▼▼▼

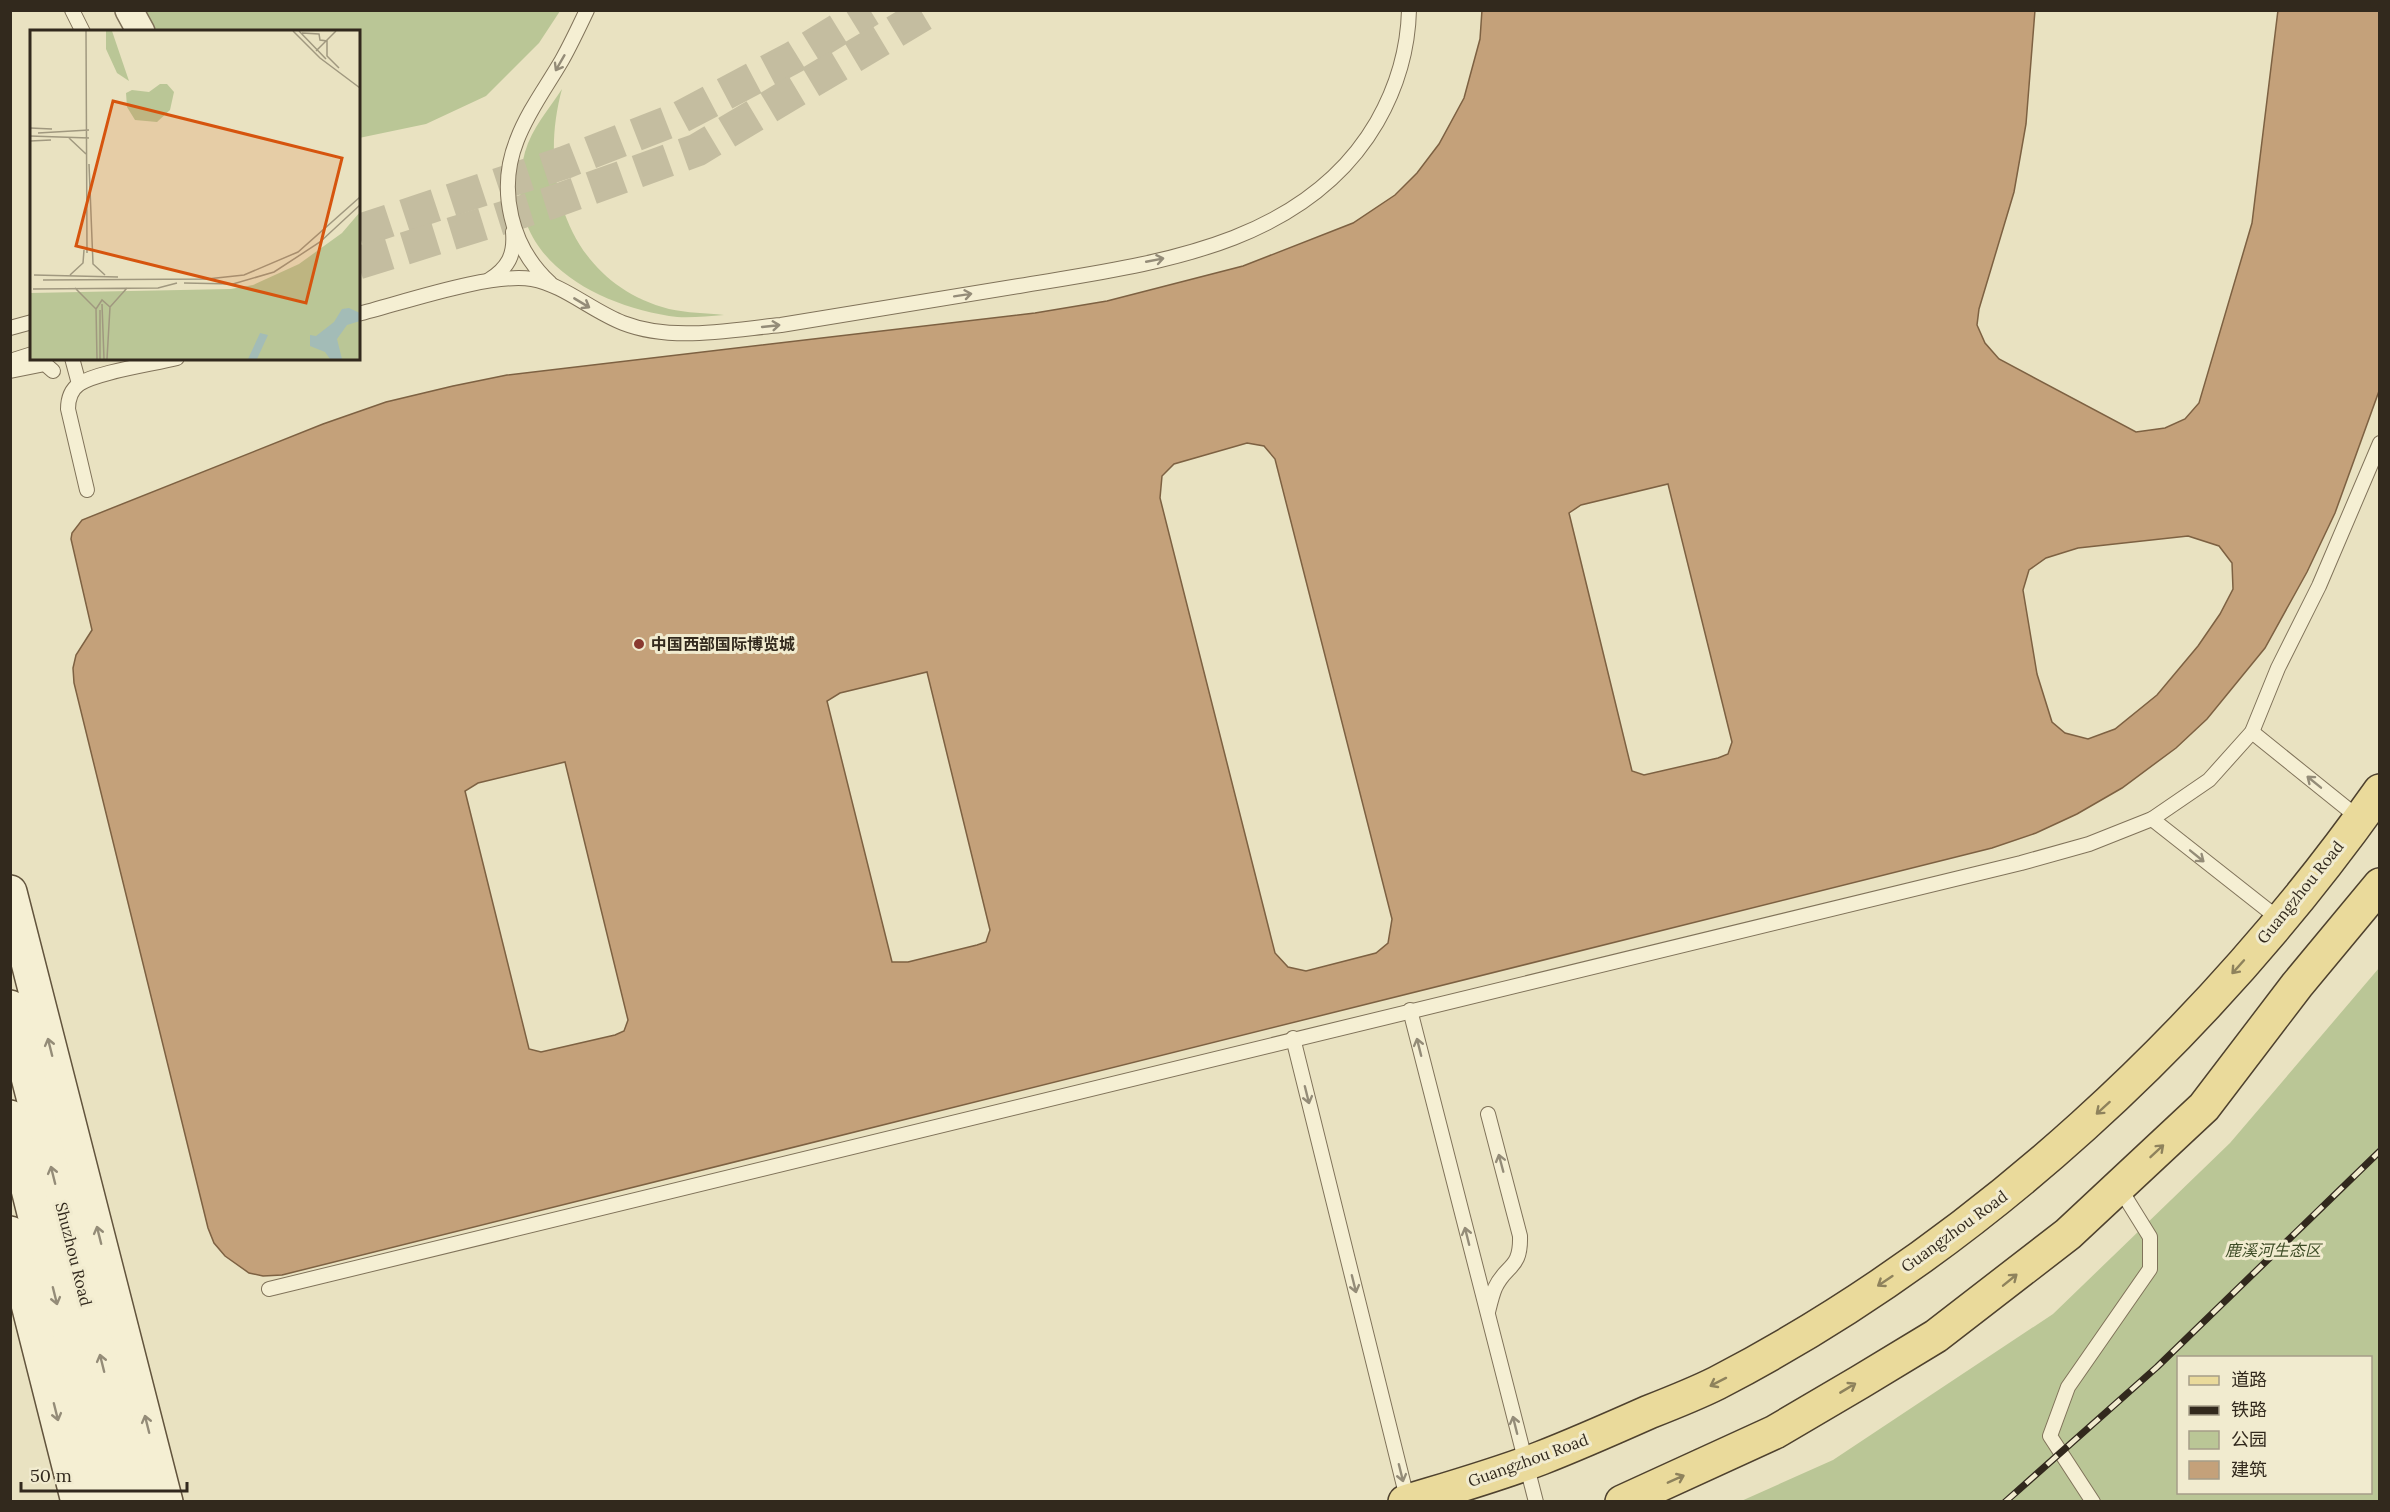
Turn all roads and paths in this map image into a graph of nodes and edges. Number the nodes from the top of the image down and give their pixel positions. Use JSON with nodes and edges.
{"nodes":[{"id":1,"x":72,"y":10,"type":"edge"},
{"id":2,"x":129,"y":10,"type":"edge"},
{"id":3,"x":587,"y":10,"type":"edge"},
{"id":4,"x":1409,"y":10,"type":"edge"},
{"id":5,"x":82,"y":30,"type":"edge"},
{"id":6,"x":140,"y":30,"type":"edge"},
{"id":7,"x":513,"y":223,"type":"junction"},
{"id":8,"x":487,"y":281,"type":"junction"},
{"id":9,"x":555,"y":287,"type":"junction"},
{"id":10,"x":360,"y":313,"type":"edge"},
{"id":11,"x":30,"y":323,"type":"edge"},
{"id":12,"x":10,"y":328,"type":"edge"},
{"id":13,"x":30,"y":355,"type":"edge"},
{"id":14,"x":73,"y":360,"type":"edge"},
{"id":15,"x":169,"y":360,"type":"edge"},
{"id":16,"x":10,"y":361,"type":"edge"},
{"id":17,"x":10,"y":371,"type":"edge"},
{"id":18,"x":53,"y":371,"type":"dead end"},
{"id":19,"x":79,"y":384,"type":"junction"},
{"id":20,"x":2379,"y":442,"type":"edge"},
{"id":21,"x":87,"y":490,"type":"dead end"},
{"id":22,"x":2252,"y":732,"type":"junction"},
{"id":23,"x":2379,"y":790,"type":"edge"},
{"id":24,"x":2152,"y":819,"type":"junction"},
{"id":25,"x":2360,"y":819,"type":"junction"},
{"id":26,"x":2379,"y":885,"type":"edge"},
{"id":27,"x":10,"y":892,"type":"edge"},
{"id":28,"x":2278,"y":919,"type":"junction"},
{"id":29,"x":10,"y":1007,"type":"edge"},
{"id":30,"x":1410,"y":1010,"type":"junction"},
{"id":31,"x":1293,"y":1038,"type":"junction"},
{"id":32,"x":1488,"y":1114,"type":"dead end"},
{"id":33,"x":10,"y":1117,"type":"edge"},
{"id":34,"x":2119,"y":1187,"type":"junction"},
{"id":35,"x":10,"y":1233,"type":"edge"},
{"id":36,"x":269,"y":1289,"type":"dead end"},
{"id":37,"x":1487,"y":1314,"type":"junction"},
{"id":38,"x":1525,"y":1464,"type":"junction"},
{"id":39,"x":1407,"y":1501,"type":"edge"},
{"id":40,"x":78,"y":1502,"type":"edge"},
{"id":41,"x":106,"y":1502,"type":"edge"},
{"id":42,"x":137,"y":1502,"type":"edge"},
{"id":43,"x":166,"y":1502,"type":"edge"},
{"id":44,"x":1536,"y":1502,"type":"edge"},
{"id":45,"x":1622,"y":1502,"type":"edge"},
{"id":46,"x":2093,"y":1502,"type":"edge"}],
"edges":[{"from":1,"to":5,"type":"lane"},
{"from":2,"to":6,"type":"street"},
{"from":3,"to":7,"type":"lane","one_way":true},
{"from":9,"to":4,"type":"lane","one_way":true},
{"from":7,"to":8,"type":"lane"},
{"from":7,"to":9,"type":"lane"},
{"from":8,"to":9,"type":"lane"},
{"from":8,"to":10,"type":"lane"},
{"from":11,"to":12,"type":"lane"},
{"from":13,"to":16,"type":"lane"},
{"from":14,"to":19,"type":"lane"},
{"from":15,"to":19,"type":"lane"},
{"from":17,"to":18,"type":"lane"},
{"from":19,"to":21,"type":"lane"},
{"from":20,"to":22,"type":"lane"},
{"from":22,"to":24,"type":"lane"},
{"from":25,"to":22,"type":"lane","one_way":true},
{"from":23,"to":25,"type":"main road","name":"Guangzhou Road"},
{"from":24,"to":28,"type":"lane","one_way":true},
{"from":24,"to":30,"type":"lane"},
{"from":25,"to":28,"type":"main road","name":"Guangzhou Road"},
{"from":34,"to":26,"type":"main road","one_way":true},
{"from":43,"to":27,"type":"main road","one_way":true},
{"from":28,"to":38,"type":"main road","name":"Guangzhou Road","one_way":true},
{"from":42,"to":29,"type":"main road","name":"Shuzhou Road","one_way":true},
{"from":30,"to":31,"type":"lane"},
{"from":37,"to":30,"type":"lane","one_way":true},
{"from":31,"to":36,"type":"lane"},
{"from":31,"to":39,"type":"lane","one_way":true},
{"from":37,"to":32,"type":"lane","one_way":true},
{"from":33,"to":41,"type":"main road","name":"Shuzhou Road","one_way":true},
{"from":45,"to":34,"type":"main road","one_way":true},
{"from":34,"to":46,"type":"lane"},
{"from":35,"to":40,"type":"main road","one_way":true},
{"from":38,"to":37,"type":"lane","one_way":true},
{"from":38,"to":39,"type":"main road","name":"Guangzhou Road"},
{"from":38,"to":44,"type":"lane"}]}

▲▲▲

- [Exercise brief]
Set the listing down again exactly, skipping each picture.

- [Answer area]
Turn all roads and paths in this map image into a graph of nodes and edges. Number the nodes from the top of the image down and give their pixel positions. Use JSON with nodes and edges.
{"nodes":[{"id":1,"x":72,"y":10,"type":"edge"},
{"id":2,"x":129,"y":10,"type":"edge"},
{"id":3,"x":587,"y":10,"type":"edge"},
{"id":4,"x":1409,"y":10,"type":"edge"},
{"id":5,"x":82,"y":30,"type":"edge"},
{"id":6,"x":140,"y":30,"type":"edge"},
{"id":7,"x":513,"y":223,"type":"junction"},
{"id":8,"x":487,"y":281,"type":"junction"},
{"id":9,"x":555,"y":287,"type":"junction"},
{"id":10,"x":360,"y":313,"type":"edge"},
{"id":11,"x":30,"y":323,"type":"edge"},
{"id":12,"x":10,"y":328,"type":"edge"},
{"id":13,"x":30,"y":355,"type":"edge"},
{"id":14,"x":73,"y":360,"type":"edge"},
{"id":15,"x":169,"y":360,"type":"edge"},
{"id":16,"x":10,"y":361,"type":"edge"},
{"id":17,"x":10,"y":371,"type":"edge"},
{"id":18,"x":53,"y":371,"type":"dead end"},
{"id":19,"x":79,"y":384,"type":"junction"},
{"id":20,"x":2379,"y":442,"type":"edge"},
{"id":21,"x":87,"y":490,"type":"dead end"},
{"id":22,"x":2252,"y":732,"type":"junction"},
{"id":23,"x":2379,"y":790,"type":"edge"},
{"id":24,"x":2152,"y":819,"type":"junction"},
{"id":25,"x":2360,"y":819,"type":"junction"},
{"id":26,"x":2379,"y":885,"type":"edge"},
{"id":27,"x":10,"y":892,"type":"edge"},
{"id":28,"x":2278,"y":919,"type":"junction"},
{"id":29,"x":10,"y":1007,"type":"edge"},
{"id":30,"x":1410,"y":1010,"type":"junction"},
{"id":31,"x":1293,"y":1038,"type":"junction"},
{"id":32,"x":1488,"y":1114,"type":"dead end"},
{"id":33,"x":10,"y":1117,"type":"edge"},
{"id":34,"x":2119,"y":1187,"type":"junction"},
{"id":35,"x":10,"y":1233,"type":"edge"},
{"id":36,"x":269,"y":1289,"type":"dead end"},
{"id":37,"x":1487,"y":1314,"type":"junction"},
{"id":38,"x":1525,"y":1464,"type":"junction"},
{"id":39,"x":1407,"y":1501,"type":"edge"},
{"id":40,"x":78,"y":1502,"type":"edge"},
{"id":41,"x":106,"y":1502,"type":"edge"},
{"id":42,"x":137,"y":1502,"type":"edge"},
{"id":43,"x":166,"y":1502,"type":"edge"},
{"id":44,"x":1536,"y":1502,"type":"edge"},
{"id":45,"x":1622,"y":1502,"type":"edge"},
{"id":46,"x":2093,"y":1502,"type":"edge"}],
"edges":[{"from":1,"to":5,"type":"lane"},
{"from":2,"to":6,"type":"street"},
{"from":3,"to":7,"type":"lane","one_way":true},
{"from":9,"to":4,"type":"lane","one_way":true},
{"from":7,"to":8,"type":"lane"},
{"from":7,"to":9,"type":"lane"},
{"from":8,"to":9,"type":"lane"},
{"from":8,"to":10,"type":"lane"},
{"from":11,"to":12,"type":"lane"},
{"from":13,"to":16,"type":"lane"},
{"from":14,"to":19,"type":"lane"},
{"from":15,"to":19,"type":"lane"},
{"from":17,"to":18,"type":"lane"},
{"from":19,"to":21,"type":"lane"},
{"from":20,"to":22,"type":"lane"},
{"from":22,"to":24,"type":"lane"},
{"from":25,"to":22,"type":"lane","one_way":true},
{"from":23,"to":25,"type":"main road","name":"Guangzhou Road"},
{"from":24,"to":28,"type":"lane","one_way":true},
{"from":24,"to":30,"type":"lane"},
{"from":25,"to":28,"type":"main road","name":"Guangzhou Road"},
{"from":34,"to":26,"type":"main road","one_way":true},
{"from":43,"to":27,"type":"main road","one_way":true},
{"from":28,"to":38,"type":"main road","name":"Guangzhou Road","one_way":true},
{"from":42,"to":29,"type":"main road","name":"Shuzhou Road","one_way":true},
{"from":30,"to":31,"type":"lane"},
{"from":37,"to":30,"type":"lane","one_way":true},
{"from":31,"to":36,"type":"lane"},
{"from":31,"to":39,"type":"lane","one_way":true},
{"from":37,"to":32,"type":"lane","one_way":true},
{"from":33,"to":41,"type":"main road","name":"Shuzhou Road","one_way":true},
{"from":45,"to":34,"type":"main road","one_way":true},
{"from":34,"to":46,"type":"lane"},
{"from":35,"to":40,"type":"main road","one_way":true},
{"from":38,"to":37,"type":"lane","one_way":true},
{"from":38,"to":39,"type":"main road","name":"Guangzhou Road"},
{"from":38,"to":44,"type":"lane"}]}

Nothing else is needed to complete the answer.